Solar Energetic Protons (SEPs) strongly modulate the ionization of the high latitude D-Region, often producing severe Polar Cap Absorption (PCA) during large SEP events that can disrupt High Frequency (HF) propagation signal integrity for several days at a time. Many operational models of PCA exist and do a decent job at capturing the overall absorption resulting from these events; however, these models are often either computationally intensive physics-based
models, which attempt to capture the response of the chemically complex D-Region ionization, or are 2D models based on empirical measurements from relative ionospheric opacity meters (riometers). Here we propose a simpler SEP module that is both computationally efficient and performs at a similar, or even better, level to the existing standard. The module itself is based in part on the work of Rogers et al. [2016] with extension to full 3D specification
and improvements in flexibility.

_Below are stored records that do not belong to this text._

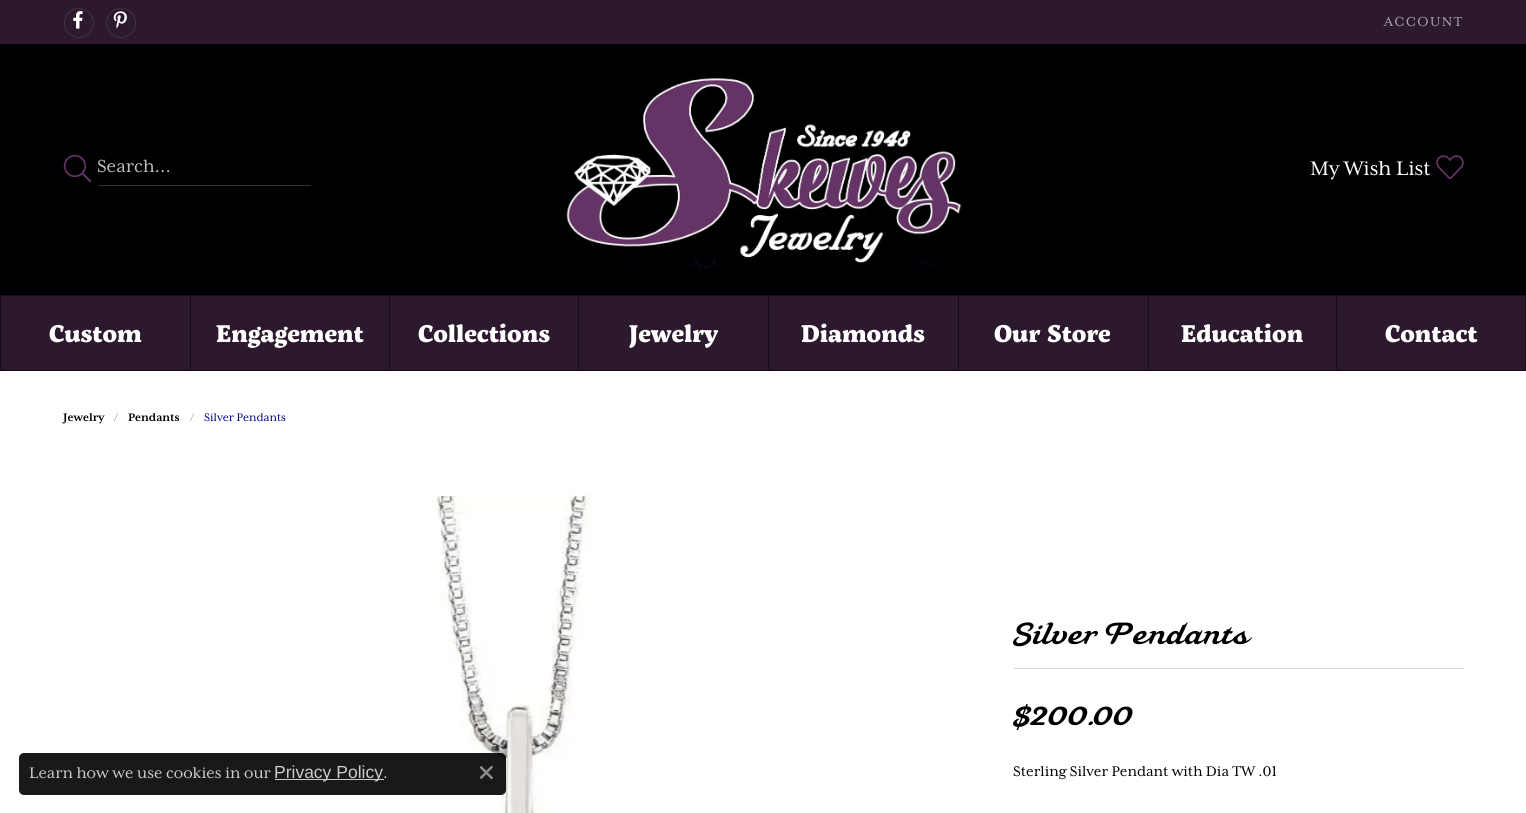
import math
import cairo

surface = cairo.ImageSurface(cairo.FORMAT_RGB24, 1526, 813)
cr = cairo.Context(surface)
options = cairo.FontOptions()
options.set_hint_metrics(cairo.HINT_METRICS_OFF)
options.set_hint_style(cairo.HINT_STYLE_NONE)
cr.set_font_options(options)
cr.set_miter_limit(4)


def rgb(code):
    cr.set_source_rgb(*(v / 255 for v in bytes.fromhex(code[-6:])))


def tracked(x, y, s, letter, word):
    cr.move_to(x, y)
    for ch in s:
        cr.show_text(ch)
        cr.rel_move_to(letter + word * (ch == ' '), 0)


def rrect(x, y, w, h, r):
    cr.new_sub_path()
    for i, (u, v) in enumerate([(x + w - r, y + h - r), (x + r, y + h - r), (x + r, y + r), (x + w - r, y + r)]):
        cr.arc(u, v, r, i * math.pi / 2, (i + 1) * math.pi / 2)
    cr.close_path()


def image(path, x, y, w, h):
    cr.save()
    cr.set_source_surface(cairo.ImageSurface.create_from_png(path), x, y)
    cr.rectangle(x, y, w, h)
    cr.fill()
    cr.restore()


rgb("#000002")
cr.paint()
rgb("#2c192d")
cr.rectangle(0, 0, 1526, 44)
cr.fill()
cr.arc(79, 23, 14.5, 0, 2 * math.pi)
rgb("#413042")
cr.set_line_width(1)
cr.stroke()
image("img/1.png", 73, 11, 10, 18)
cr.arc(121, 23, 14.5, 0, 2 * math.pi)
cr.stroke()
image("img/2.png", 113, 11, 14, 18)
image("img/3.png", 63, 154, 29, 29)
rgb("#333335")
cr.rectangle(98, 185, 213, 1)
cr.fill()
image("img/4.png", 566, 78, 396, 191)
image("img/5.png", 1436, 155, 28, 25)
rgb("#2c192d")
cr.rectangle(0, 295, 1525, 76)
cr.fill()
rgb("#160d17")
cr.new_path()
cr.move_to(0, 295)
cr.line_to(190, 295)
cr.line_to(190, 296)
cr.line_to(1, 296)
cr.close_path()
cr.fill()
cr.new_path()
cr.move_to(190, 371)
cr.line_to(0, 371)
cr.line_to(1, 370)
cr.line_to(190, 370)
cr.close_path()
cr.fill()
cr.set_source_rgba(0, 0, 0, 0.5)
cr.new_path()
cr.move_to(0, 371)
cr.line_to(0, 295)
cr.line_to(1, 296)
cr.line_to(1, 370)
cr.close_path()
cr.fill()
rgb("#160d17")
cr.new_path()
cr.move_to(190, 295)
cr.line_to(389, 295)
cr.line_to(389, 296)
cr.line_to(191, 296)
cr.close_path()
cr.fill()
cr.new_path()
cr.move_to(389, 371)
cr.line_to(190, 371)
cr.line_to(191, 370)
cr.line_to(389, 370)
cr.close_path()
cr.fill()
cr.set_source_rgba(0, 0, 0, 0.5)
cr.new_path()
cr.move_to(190, 371)
cr.line_to(190, 295)
cr.line_to(191, 296)
cr.line_to(191, 370)
cr.close_path()
cr.fill()
rgb("#160d17")
cr.new_path()
cr.move_to(389, 295)
cr.line_to(578, 295)
cr.line_to(578, 296)
cr.line_to(390, 296)
cr.close_path()
cr.fill()
cr.new_path()
cr.move_to(578, 371)
cr.line_to(389, 371)
cr.line_to(390, 370)
cr.line_to(578, 370)
cr.close_path()
cr.fill()
cr.set_source_rgba(0, 0, 0, 0.5)
cr.new_path()
cr.move_to(389, 371)
cr.line_to(389, 295)
cr.line_to(390, 296)
cr.line_to(390, 370)
cr.close_path()
cr.fill()
rgb("#160d17")
cr.new_path()
cr.move_to(578, 295)
cr.line_to(768, 295)
cr.line_to(768, 296)
cr.line_to(579, 296)
cr.close_path()
cr.fill()
cr.new_path()
cr.move_to(768, 371)
cr.line_to(578, 371)
cr.line_to(579, 370)
cr.line_to(768, 370)
cr.close_path()
cr.fill()
cr.set_source_rgba(0, 0, 0, 0.5)
cr.new_path()
cr.move_to(578, 371)
cr.line_to(578, 295)
cr.line_to(579, 296)
cr.line_to(579, 370)
cr.close_path()
cr.fill()
rgb("#160d17")
cr.new_path()
cr.move_to(768, 295)
cr.line_to(958, 295)
cr.line_to(958, 296)
cr.line_to(769, 296)
cr.close_path()
cr.fill()
cr.new_path()
cr.move_to(958, 371)
cr.line_to(768, 371)
cr.line_to(769, 370)
cr.line_to(958, 370)
cr.close_path()
cr.fill()
cr.set_source_rgba(0, 0, 0, 0.5)
cr.new_path()
cr.move_to(768, 371)
cr.line_to(768, 295)
cr.line_to(769, 296)
cr.line_to(769, 370)
cr.close_path()
cr.fill()
rgb("#160d17")
cr.new_path()
cr.move_to(958, 295)
cr.line_to(1148, 295)
cr.line_to(1148, 296)
cr.line_to(959, 296)
cr.close_path()
cr.fill()
cr.new_path()
cr.move_to(1148, 371)
cr.line_to(958, 371)
cr.line_to(959, 370)
cr.line_to(1148, 370)
cr.close_path()
cr.fill()
cr.set_source_rgba(0, 0, 0, 0.5)
cr.new_path()
cr.move_to(958, 371)
cr.line_to(958, 295)
cr.line_to(959, 296)
cr.line_to(959, 370)
cr.close_path()
cr.fill()
rgb("#160d17")
cr.new_path()
cr.move_to(1148, 295)
cr.line_to(1336, 295)
cr.line_to(1336, 296)
cr.line_to(1149, 296)
cr.close_path()
cr.fill()
cr.new_path()
cr.move_to(1336, 371)
cr.line_to(1148, 371)
cr.line_to(1149, 370)
cr.line_to(1336, 370)
cr.close_path()
cr.fill()
cr.set_source_rgba(0, 0, 0, 0.5)
cr.new_path()
cr.move_to(1148, 371)
cr.line_to(1148, 295)
cr.line_to(1149, 296)
cr.line_to(1149, 370)
cr.close_path()
cr.fill()
cr.rectangle(1336.5, 295.5, 189, 75)
rgb("#160d17")
cr.stroke()
rgb("#ffffff")
cr.rectangle(0, 371, 1526, 442)
cr.fill()
image("img/6.png", 428, 494, 165, 319)
rgb("#d9d9d9")
cr.rectangle(1014, 668, 450, 1)
cr.fill()
cr.set_source_rgba(0, 0, 0.008, 0.9)
rrect(19, 753, 487, 42, 5)
cr.fill()
rgb("#cccccc")
cr.rectangle(275, 779, 109, 1)
cr.fill()
image("img/7.png", 479, 765, 14, 15)
cr.select_font_face("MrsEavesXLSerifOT")
cr.set_font_size(15)
rgb("#aba3ab")
tracked(1384, 26, "ACCOUNT", 1.5, 0)
cr.save()
cr.rectangle(98, 156, 180, 20)
cr.clip()
cr.set_font_size(20)
rgb("#bdbdbd")
cr.move_to(97, 172)
cr.show_text("Search...")
cr.restore()
cr.set_font_size(22.5)
rgb("#ffffff")
cr.move_to(1310, 175)
cr.show_text("My Wish List")
cr.select_font_face("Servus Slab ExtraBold")
cr.set_font_size(24)
for x, y, s in [
    (49, 342, "Custom"),
    (216, 342, "Engagement"),
    (418, 342, "Collections"),
    (629, 342, "Jewelry"),
    (801, 342, "Diamonds"),
    (994, 342, "Our Store"),
    (1181, 342, "Education"),
    (1385, 342, "Contact"),
]:
    cr.move_to(x, y)
    cr.show_text(s)
cr.select_font_face("MrsEavesXLSerifOT", cairo.FONT_SLANT_NORMAL, cairo.FONT_WEIGHT_BOLD)
cr.set_font_size(12.5)
rgb("#000002")
cr.move_to(63, 421)
cr.show_text("Jewelry")
cr.select_font_face("MrsEavesXLSerifOT")
rgb("#8d8d8d")
cr.move_to(114, 421)
cr.show_text("/")
cr.select_font_face("MrsEavesXLSerifOT", cairo.FONT_SLANT_NORMAL, cairo.FONT_WEIGHT_BOLD)
rgb("#000002")
cr.move_to(128, 421)
cr.show_text("Pendants")
cr.select_font_face("MrsEavesXLSerifOT")
rgb("#8d8d8d")
cr.move_to(190, 421)
cr.show_text("/")
rgb("#000082")
cr.move_to(204, 421)
cr.show_text("Silver Pendants")
cr.select_font_face("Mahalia")
cr.set_font_size(30)
rgb("#000002")
cr.move_to(1013, 644)
cr.show_text("Silver Pendants")
cr.select_font_face("Mahalia", cairo.FONT_SLANT_NORMAL, cairo.FONT_WEIGHT_BOLD)
cr.set_font_size(26)
cr.move_to(1013, 725)
cr.show_text("$200.00")
cr.select_font_face("MrsEavesXLSerifOT")
cr.set_font_size(16)
cr.move_to(1013, 776)
cr.show_text("Sterling Silver Pendant with Dia TW .01")
cr.set_font_size(17.5)
rgb("#cccccc")
cr.move_to(29, 778)
cr.show_text("Learn how we use cookies in our")
cr.select_font_face("Liberation Sans")
cr.move_to(274, 778)
cr.show_text("Privacy Policy")
cr.select_font_face("MrsEavesXLSerifOT")
cr.move_to(383, 778)
cr.show_text(".")
surface.write_to_png("page.png")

This presentation will provide an overview of this module, while also examining its performance and demonstrating a pathway
through which it could be either integrated directly into the International Reference Ionosphere (IRI) or provided as a supplementary tool for IRI users concerned with high latitude HF absorption. An example of the output from this module during the September 2017 SEP event can be found here:
https://youtu.be/pSbk1kVY7pc
References
Rogers, N. C., A. Kero, F. Honary, P. T. Verronen, E. M. Warrington, and D. W. Danskin (2016), Improving the twilight model for polar cap absorption nowcasts, Space Weather, 14, 950–972, doi:10.1002/2016SW001527.